## AVAILABLE RECORDS
··········

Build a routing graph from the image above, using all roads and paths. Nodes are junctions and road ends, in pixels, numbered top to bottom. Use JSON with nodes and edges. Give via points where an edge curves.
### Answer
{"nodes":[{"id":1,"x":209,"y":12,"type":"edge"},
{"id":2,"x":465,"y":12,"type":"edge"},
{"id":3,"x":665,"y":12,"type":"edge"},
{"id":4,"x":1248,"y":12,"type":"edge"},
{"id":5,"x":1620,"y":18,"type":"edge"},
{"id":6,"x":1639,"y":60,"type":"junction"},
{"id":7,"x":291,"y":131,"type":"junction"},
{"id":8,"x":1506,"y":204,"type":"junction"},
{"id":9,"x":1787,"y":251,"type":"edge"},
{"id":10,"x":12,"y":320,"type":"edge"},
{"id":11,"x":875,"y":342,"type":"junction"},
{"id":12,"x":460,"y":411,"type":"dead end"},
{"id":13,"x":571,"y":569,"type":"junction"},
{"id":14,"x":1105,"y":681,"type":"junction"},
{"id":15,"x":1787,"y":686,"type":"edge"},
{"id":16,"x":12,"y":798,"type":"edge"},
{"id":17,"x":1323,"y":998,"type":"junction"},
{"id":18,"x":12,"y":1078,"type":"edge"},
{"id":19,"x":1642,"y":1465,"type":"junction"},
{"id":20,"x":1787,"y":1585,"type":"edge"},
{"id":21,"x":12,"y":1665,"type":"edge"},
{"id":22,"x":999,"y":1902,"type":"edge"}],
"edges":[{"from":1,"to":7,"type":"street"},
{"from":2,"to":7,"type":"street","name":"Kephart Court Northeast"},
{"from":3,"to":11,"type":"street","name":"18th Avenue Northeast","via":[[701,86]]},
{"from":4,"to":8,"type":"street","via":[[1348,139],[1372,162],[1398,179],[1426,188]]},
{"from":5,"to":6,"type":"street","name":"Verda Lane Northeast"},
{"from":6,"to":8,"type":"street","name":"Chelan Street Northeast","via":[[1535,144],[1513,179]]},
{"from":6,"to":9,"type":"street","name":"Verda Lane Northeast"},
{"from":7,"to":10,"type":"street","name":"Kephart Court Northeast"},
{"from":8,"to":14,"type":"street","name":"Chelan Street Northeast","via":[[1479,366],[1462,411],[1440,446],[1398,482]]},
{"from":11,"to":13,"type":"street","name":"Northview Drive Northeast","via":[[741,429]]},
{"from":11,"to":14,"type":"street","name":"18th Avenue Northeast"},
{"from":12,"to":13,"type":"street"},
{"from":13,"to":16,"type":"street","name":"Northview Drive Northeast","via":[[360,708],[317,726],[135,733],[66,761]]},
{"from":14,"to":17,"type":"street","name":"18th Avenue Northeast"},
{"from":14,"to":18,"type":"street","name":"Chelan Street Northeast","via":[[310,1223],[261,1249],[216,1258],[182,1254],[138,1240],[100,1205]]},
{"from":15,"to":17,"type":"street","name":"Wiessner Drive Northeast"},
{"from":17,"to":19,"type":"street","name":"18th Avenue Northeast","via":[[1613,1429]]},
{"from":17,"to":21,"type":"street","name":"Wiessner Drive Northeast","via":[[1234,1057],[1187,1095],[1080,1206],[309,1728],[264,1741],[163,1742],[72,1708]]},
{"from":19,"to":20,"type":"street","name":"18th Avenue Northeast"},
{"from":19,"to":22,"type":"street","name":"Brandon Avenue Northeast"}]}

··········

## WHAT YOU ARE ASKED TO DO
Count how many lines in the data above hold the string "nodes", and give the number with no other words.

## EXPECTED ANSWER
2